Listen, think, do: Many organizations survey more than they ever did before. "Everyone is surveying customers to death, sticking it in an inaccessible database and not sharing it with anyone and annoying the heck out of customers," Thompson said. Forward-thinking organizations make sure they act on the feedback. Only 5% of companies tell customers what they have done as a result of that feedback, according to Gartner research.

Design process from the outside in: Find the two or three processes that customers care most about and design them from the point of view of the customer.

Use multiple channels: "This is where IT tends to lead the charge," Thompson said. This is the slowest, hardest work of any of these projects, he said, and the problem is often politics: Who owns the customer and the data associated with it becomes a hurdle.

Be open and exclusive: The combination is possible, according to Thompson. Organizations need to be transparent to their customers while showing them their respect and organizing communities that encourage participation. Missha, a Korean cosmetics manufacturer that has gained 40% market share in its home country in just a few years, has done this by co-creating cosmetics with teenage girls online, Thompson said.

Personalize products, services and offers: "As you get to one-to-one [relationships], things tend to get extraordinarily complex," he said. The Nike Plus, which transmits information on a runner's time and distance to his iPod, is a product that is simple for the user (just plug it into your iPod) but creates an enormous amount of personalized information.

Alter attitudes: Most executives cite employee attitudes around the customer experience as their biggest challenge, but this is an area where HR can help, Thompson said.
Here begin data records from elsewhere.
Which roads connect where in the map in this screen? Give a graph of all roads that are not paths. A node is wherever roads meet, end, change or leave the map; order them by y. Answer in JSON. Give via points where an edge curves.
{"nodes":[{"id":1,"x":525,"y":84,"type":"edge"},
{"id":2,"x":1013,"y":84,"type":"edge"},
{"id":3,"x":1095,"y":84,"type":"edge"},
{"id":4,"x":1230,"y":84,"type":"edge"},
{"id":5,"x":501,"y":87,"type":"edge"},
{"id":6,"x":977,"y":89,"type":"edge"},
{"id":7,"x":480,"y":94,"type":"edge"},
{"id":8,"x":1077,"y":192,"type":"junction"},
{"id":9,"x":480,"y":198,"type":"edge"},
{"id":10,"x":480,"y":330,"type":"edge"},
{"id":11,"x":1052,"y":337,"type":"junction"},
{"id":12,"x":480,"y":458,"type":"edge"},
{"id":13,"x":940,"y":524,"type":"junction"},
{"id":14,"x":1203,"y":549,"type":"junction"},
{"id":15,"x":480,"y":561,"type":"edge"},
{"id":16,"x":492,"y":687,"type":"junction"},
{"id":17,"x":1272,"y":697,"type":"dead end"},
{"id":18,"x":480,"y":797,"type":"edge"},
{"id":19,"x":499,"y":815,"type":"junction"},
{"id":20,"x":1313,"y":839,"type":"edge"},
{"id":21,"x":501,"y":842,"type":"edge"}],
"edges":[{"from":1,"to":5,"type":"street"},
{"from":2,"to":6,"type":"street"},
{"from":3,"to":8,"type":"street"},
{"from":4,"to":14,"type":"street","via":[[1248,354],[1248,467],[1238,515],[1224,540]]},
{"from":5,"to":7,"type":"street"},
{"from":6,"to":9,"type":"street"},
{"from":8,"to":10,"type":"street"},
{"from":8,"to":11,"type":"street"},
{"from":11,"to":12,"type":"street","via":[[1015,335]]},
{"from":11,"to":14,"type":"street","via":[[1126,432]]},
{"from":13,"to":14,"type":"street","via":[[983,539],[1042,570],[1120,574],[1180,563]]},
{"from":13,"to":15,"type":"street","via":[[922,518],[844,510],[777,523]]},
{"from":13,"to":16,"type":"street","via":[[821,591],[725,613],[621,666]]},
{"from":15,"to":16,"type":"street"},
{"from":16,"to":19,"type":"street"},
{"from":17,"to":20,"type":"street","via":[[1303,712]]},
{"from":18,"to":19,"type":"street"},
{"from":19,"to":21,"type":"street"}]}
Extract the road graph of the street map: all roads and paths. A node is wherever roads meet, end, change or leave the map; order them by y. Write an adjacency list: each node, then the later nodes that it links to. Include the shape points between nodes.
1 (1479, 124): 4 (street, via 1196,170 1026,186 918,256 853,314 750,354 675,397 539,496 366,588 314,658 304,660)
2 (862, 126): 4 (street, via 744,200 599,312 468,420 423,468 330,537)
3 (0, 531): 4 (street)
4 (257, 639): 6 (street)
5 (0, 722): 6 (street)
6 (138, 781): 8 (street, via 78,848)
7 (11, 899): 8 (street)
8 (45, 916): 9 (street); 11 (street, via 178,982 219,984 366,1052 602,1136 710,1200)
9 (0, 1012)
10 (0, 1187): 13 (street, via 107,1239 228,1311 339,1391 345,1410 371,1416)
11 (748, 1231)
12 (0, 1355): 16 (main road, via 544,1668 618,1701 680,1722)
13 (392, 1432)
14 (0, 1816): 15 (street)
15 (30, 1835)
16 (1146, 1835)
Since 1998, Southwest Airlines, for example, has made a point to hire people who smile, not just the frontline employees -- but the back-office employees who can affect front-office attitudes as well.

Plan and design the customer experience from scratch: Disney designed the parking lots of its parks with a focus on the customers and getting them out as fast as possible, thereby ensuring the memories that lasted were of the rides and the day, rather than looking for their cars with tired children, Thompson noted. Disney assigns cars to the lot by the time they arrived and provides key-cutting and towing services.

"It's OK to have different measurements; just get everyone who cares about it together to look at it," he said.

At the least, organizations should have an NPS derivative specific to their industry, and if they're at the top, Thompson said, they should look to other industries as well.

The keynote provided validation for Bill O'Connor of the New York Department of Criminal Justice and an attendee at the event.

"I'm getting a sense we're at the forefront," O'Connor said. "We're looking now where we can move for improvement."